Evaluating control algorithms for a balancing robot is essential to determine their effectiveness, robustness, and adaptability in various scenarios. This section analyzes the performance of the implemented control methods using key evaluation criteria and testing conditions.

4.1. Displacement of the robot over 3000 episodes

Displacement refers to the agent's change in position or state relative to a reference point or goal after taking actions during an episode.

Tracking displacement helps evaluate the agent's performance regarding movement, stability, or reaching a target.

Using DQN

In the initial Exploration Phase (Episodes 0–1000), the agent exhibits low and inconsistent displacement. This phase reflects random exploration as the agent learns the basic dynamics of the environment. See figure 4.1 for more detail.

In the improvement Phase (Episodes 1000–2500), a clear upward trend in displacement is observed, with increasing variability. This indicates the agent is starting to identify more effective strategies but has not yet fully optimized its behavior.

In the convergence Phase (Episodes 2500–3000), the displacement stabilizes at a consistently high level, peaking at around 30 units. The algorithm has likely converged, meaning the agent has learned an optimal or near-optimal policy for the task.

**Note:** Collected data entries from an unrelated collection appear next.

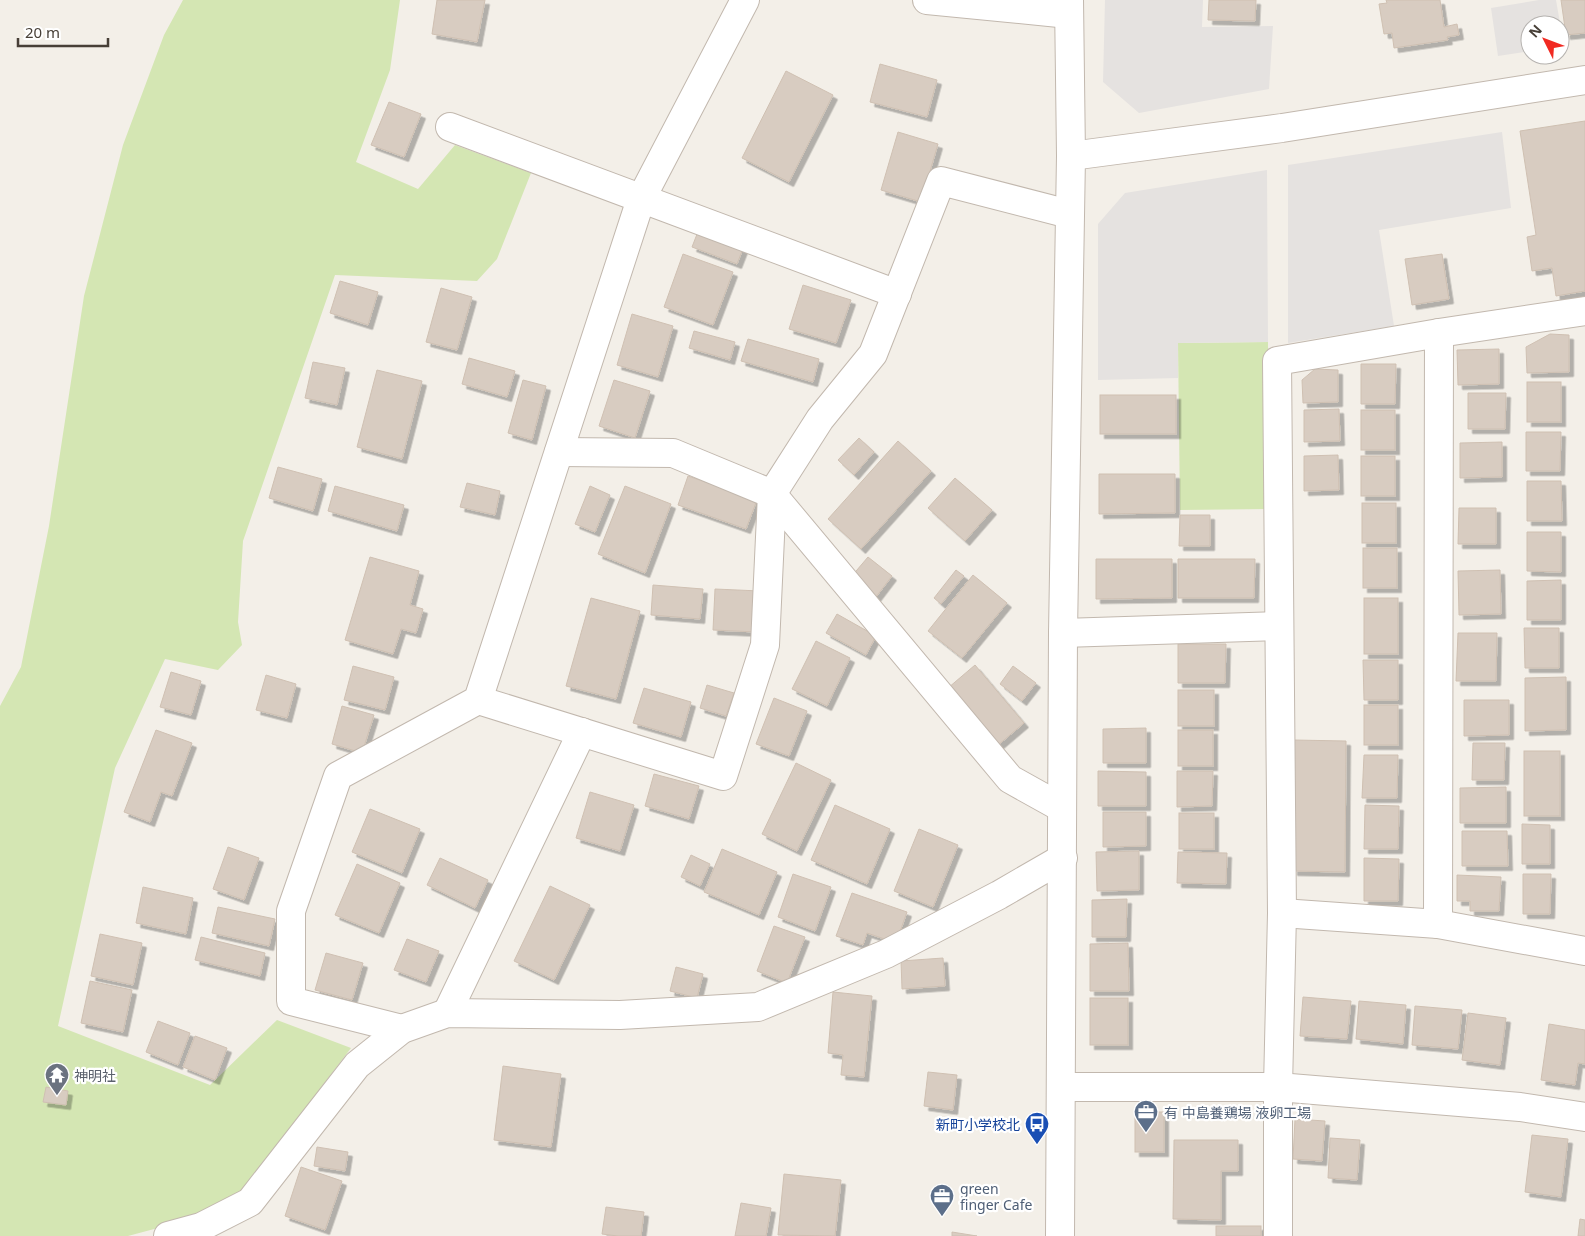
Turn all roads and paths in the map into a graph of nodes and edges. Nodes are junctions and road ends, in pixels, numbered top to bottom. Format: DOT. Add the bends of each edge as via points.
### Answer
graph roads {
  1 [pos="745,0"];
  2 [pos="927,0"];
  3 [pos="1069,7"];
  4 [pos="1585,80"];
  5 [pos="450,127"];
  6 [pos="1071,156"];
  7 [pos="641,199"];
  8 [pos="1069,214"];
  9 [pos="897,294"];
  10 [pos="1585,311"];
  11 [pos="1439,333"];
  12 [pos="559,452"];
  13 [pos="772,494"];
  14 [pos="1279,626"];
  15 [pos="1063,633"];
  16 [pos="478,700"];
  17 [pos="582,732"];
  18 [pos="1062,808"];
  19 [pos="1062,858"];
  20 [pos="1282,913"];
  21 [pos="1438,924"];
  22 [pos="1585,950"];
  23 [pos="447,1013"];
  24 [pos="402,1029"];
  25 [pos="1062,1087"];
  26 [pos="1278,1088"];
  27 [pos="1585,1118"];
  28 [pos="168,1236"];
  29 [pos="1060,1236"];
  30 [pos="1278,1236"];
  1 -- 7 [label="street"];
  2 -- 3 [label="street"];
  3 -- 6 [label="street"];
  4 -- 6 [label="street" via="1282,128"];
  5 -- 7 [label="street"];
  6 -- 8 [label="street"];
  7 -- 9 [label="street"];
  7 -- 12 [label="street"];
  8 -- 9 [label="street" via="941,181"];
  8 -- 15 [label="street"];
  9 -- 13 [label="street" via="873,354 820,419"];
  10 -- 11 [label="street"];
  11 -- 14 [label="street" via="1277,361"];
  11 -- 21 [label="street"];
  12 -- 13 [label="street" via="673,453"];
  12 -- 16 [label="street"];
  13 -- 17 [label="street" via="766,645 723,776"];
  13 -- 18 [label="street" via="1010,779"];
  14 -- 15 [label="street"];
  14 -- 20 [label="street"];
  15 -- 18 [label="street"];
  16 -- 17 [label="street"];
  16 -- 24 [label="street" via="338,776 291,911 292,1000"];
  17 -- 23 [label="street"];
  18 -- 19 [label="street"];
  19 -- 23 [label="street" via="886,954 758,1007 620,1016"];
  19 -- 25 [label="street"];
  20 -- 21 [label="street"];
  20 -- 26 [label="street"];
  21 -- 22 [label="street"];
  23 -- 24 [label="street"];
  24 -- 28 [label="street" via="357,1065 250,1202 202,1227"];
  25 -- 26 [label="street"];
  25 -- 29 [label="street"];
  26 -- 27 [label="street" via="1520,1108"];
  26 -- 30 [label="street"];
}
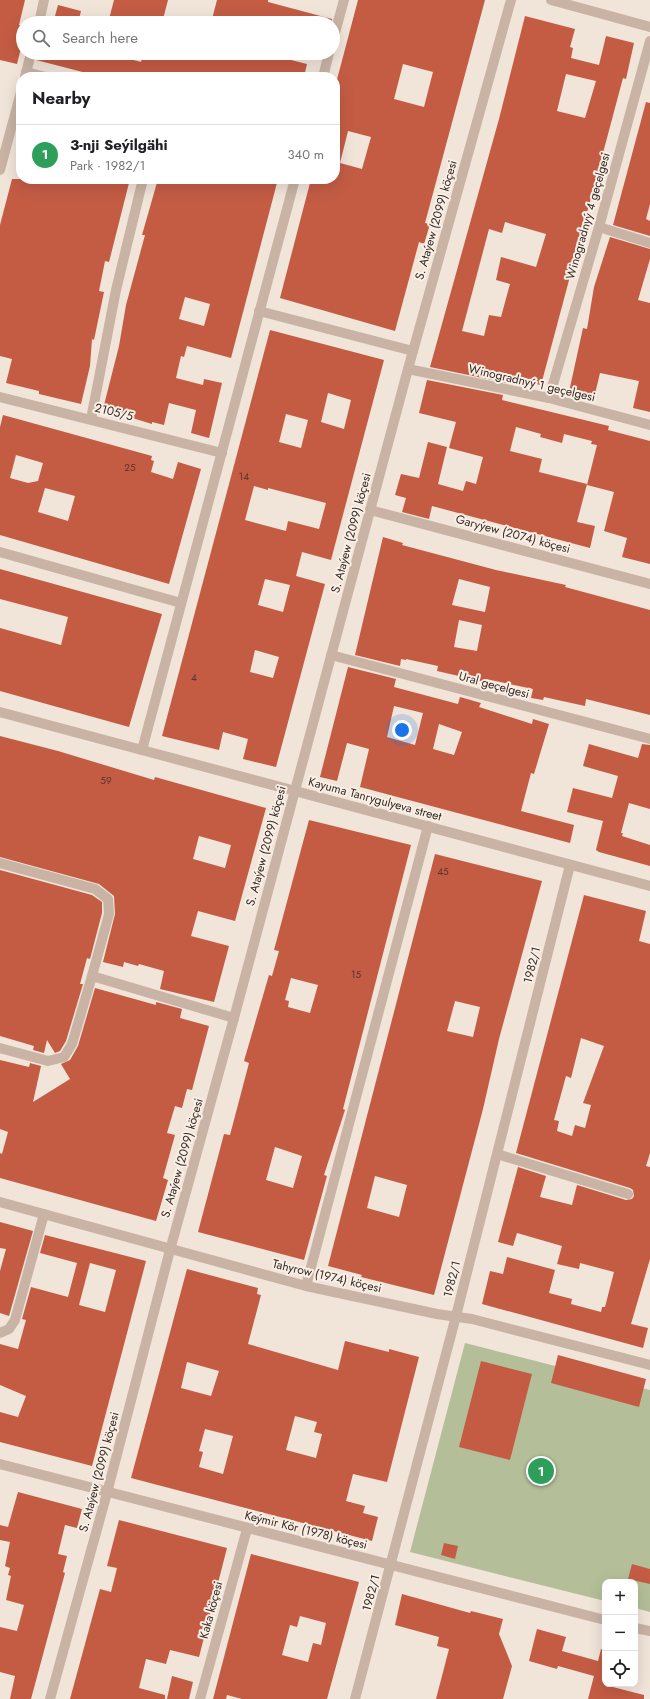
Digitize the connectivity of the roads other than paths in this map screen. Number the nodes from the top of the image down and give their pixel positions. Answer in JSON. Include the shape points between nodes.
{"nodes":[{"id":1,"x":44,"y":0,"type":"edge"},
{"id":2,"x":344,"y":0,"type":"edge"},
{"id":3,"x":511,"y":0,"type":"edge"},
{"id":4,"x":551,"y":0,"type":"edge"},
{"id":5,"x":41,"y":16,"type":"edge"},
{"id":6,"x":340,"y":16,"type":"edge"},
{"id":7,"x":650,"y":27,"type":"edge"},
{"id":8,"x":650,"y":41,"type":"edge"},
{"id":9,"x":29,"y":60,"type":"edge"},
{"id":10,"x":328,"y":60,"type":"edge"},
{"id":11,"x":26,"y":72,"type":"edge"},
{"id":12,"x":324,"y":72,"type":"edge"},
{"id":13,"x":16,"y":111,"type":"edge"},
{"id":14,"x":0,"y":170,"type":"edge"},
{"id":15,"x":142,"y":184,"type":"edge"},
{"id":16,"x":294,"y":184,"type":"edge"},
{"id":17,"x":599,"y":227,"type":"junction"},
{"id":18,"x":650,"y":244,"type":"edge"},
{"id":19,"x":259,"y":311,"type":"junction"},
{"id":20,"x":413,"y":351,"type":"junction"},
{"id":21,"x":408,"y":369,"type":"junction"},
{"id":22,"x":0,"y":396,"type":"edge"},
{"id":23,"x":549,"y":398,"type":"junction"},
{"id":24,"x":91,"y":419,"type":"junction"},
{"id":25,"x":650,"y":425,"type":"edge"},
{"id":26,"x":222,"y":453,"type":"junction"},
{"id":27,"x":370,"y":510,"type":"junction"},
{"id":28,"x":0,"y":552,"type":"edge"},
{"id":29,"x":650,"y":584,"type":"edge"},
{"id":30,"x":181,"y":603,"type":"junction"},
{"id":31,"x":331,"y":655,"type":"junction"},
{"id":32,"x":0,"y":712,"type":"edge"},
{"id":33,"x":650,"y":739,"type":"edge"},
{"id":34,"x":142,"y":750,"type":"junction"},
{"id":35,"x":294,"y":791,"type":"junction"},
{"id":36,"x":428,"y":826,"type":"junction"},
{"id":37,"x":0,"y":863,"type":"edge"},
{"id":38,"x":570,"y":865,"type":"junction"},
{"id":39,"x":650,"y":886,"type":"edge"},
{"id":40,"x":92,"y":976,"type":"junction"},
{"id":41,"x":234,"y":1018,"type":"junction"},
{"id":42,"x":0,"y":1048,"type":"edge"},
{"id":43,"x":497,"y":1154,"type":"junction"},
{"id":44,"x":628,"y":1194,"type":"dead end"},
{"id":45,"x":0,"y":1202,"type":"edge"},
{"id":46,"x":44,"y":1214,"type":"junction"},
{"id":47,"x":170,"y":1250,"type":"junction"},
{"id":48,"x":306,"y":1286,"type":"junction"},
{"id":49,"x":456,"y":1316,"type":"junction"},
{"id":50,"x":0,"y":1333,"type":"edge"},
{"id":51,"x":650,"y":1365,"type":"edge"},
{"id":52,"x":0,"y":1464,"type":"edge"},
{"id":53,"x":107,"y":1493,"type":"junction"},
{"id":54,"x":247,"y":1528,"type":"junction"},
{"id":55,"x":391,"y":1565,"type":"junction"},
{"id":56,"x":602,"y":1619,"type":"edge"},
{"id":57,"x":638,"y":1629,"type":"edge"},
{"id":58,"x":650,"y":1631,"type":"edge"},
{"id":59,"x":50,"y":1699,"type":"edge"},
{"id":60,"x":200,"y":1699,"type":"edge"},
{"id":61,"x":355,"y":1699,"type":"edge"}],
"edges":[{"from":1,"to":5,"type":"street"},
{"from":2,"to":6,"type":"street"},
{"from":3,"to":20,"type":"street","name":"S. Ataýew (2099) köçesi"},
{"from":4,"to":7,"type":"street"},
{"from":8,"to":17,"type":"street","name":"Winogradnyý 4 geçelgesi"},
{"from":9,"to":11,"type":"street"},
{"from":10,"to":12,"type":"street"},
{"from":13,"to":14,"type":"street"},
{"from":15,"to":24,"type":"street","via":[[116,290]]},
{"from":16,"to":19,"type":"street"},
{"from":17,"to":18,"type":"street"},
{"from":17,"to":23,"type":"street","name":"Winogradnyý 4 geçelgesi"},
{"from":19,"to":20,"type":"street"},
{"from":19,"to":26,"type":"street"},
{"from":20,"to":21,"type":"street","name":"S. Ataýew (2099) köçesi"},
{"from":21,"to":23,"type":"street","name":"Winogradnyý 1 geçelgesi"},
{"from":21,"to":27,"type":"street","name":"S. Ataýew (2099) köçesi"},
{"from":22,"to":24,"type":"street","name":"2105/5"},
{"from":23,"to":25,"type":"street","name":"Winogradnyý 1 geçelgesi"},
{"from":24,"to":26,"type":"street","name":"2105/5"},
{"from":26,"to":30,"type":"street"},
{"from":27,"to":29,"type":"street","name":"Garyýew (2074) köçesi"},
{"from":27,"to":31,"type":"street","name":"S. Ataýew (2099) köçesi"},
{"from":28,"to":30,"type":"street"},
{"from":30,"to":34,"type":"street"},
{"from":31,"to":33,"type":"street","name":"Ural geçelgesi"},
{"from":31,"to":35,"type":"street","name":"S. Ataýew (2099) köçesi"},
{"from":32,"to":34,"type":"street","name":"Kayuma Tanrygulyeva street"},
{"from":34,"to":35,"type":"street","name":"Kayuma Tanrygulyeva street"},
{"from":35,"to":36,"type":"street","name":"Kayuma Tanrygulyeva street"},
{"from":35,"to":41,"type":"street","name":"S. Ataýew (2099) köçesi"},
{"from":36,"to":38,"type":"street","name":"Kayuma Tanrygulyeva street"},
{"from":36,"to":48,"type":"street"},
{"from":37,"to":40,"type":"street","via":[[95,889],[108,899],[109,914]]},
{"from":38,"to":39,"type":"street","name":"Kayuma Tanrygulyeva street"},
{"from":38,"to":43,"type":"street","name":"1982/1"},
{"from":40,"to":41,"type":"street"},
{"from":40,"to":42,"type":"street","via":[[72,1044],[64,1057],[48,1060]]},
{"from":41,"to":47,"type":"street","name":"S. Ataýew (2099) köçesi"},
{"from":43,"to":44,"type":"street"},
{"from":43,"to":49,"type":"street","name":"1982/1"},
{"from":45,"to":46,"type":"street","name":"Tahyrow (1974) köçesi"},
{"from":46,"to":47,"type":"street","name":"Tahyrow (1974) köçesi"},
{"from":46,"to":50,"type":"street","via":[[15,1320],[9,1329]]},
{"from":47,"to":48,"type":"street","name":"Tahyrow (1974) köçesi"},
{"from":47,"to":53,"type":"street","name":"S. Ataýew (2099) köçesi"},
{"from":48,"to":49,"type":"street","name":"Tahyrow (1974) köçesi"},
{"from":49,"to":51,"type":"street","name":"Tahyrow (1974) köçesi"},
{"from":49,"to":55,"type":"street","name":"1982/1"},
{"from":52,"to":53,"type":"street","name":"Keýmir Kör (1978) köçesi"},
{"from":53,"to":54,"type":"street","name":"Keýmir Kör (1978) köçesi"},
{"from":53,"to":59,"type":"street","name":"S. Ataýew (2099) köçesi"},
{"from":54,"to":55,"type":"street","name":"Keýmir Kör (1978) köçesi"},
{"from":54,"to":60,"type":"street","name":"Kaka köçesi"},
{"from":55,"to":56,"type":"street","name":"Keýmir Kör (1978) köçesi"},
{"from":55,"to":61,"type":"street","name":"1982/1"},
{"from":57,"to":58,"type":"street"}]}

Figure 4.1: Displacement using DQN

Using SAC

Displacement values oscillate between -3 and +4, indicating variability in the agent's movements. The agent may be alternating between successful and less effective policies during training. See Figure 4.2.

While the values fluctuate, the overall range remains stable without significant increases or decreases, which could suggest the agent is consistently exploring its action space. The lack of a clear upward or downward trend could suggest the agent's performance in terms of displacement is neither improving nor degrading significantly.

Figure 4.2: Displacement using SAC

69 4.2. Epsilon over 3000 episodes

In epsilon-greedy exploration, epsilon defines the probability of the agent taking a random action instead of the action suggested by its current policy.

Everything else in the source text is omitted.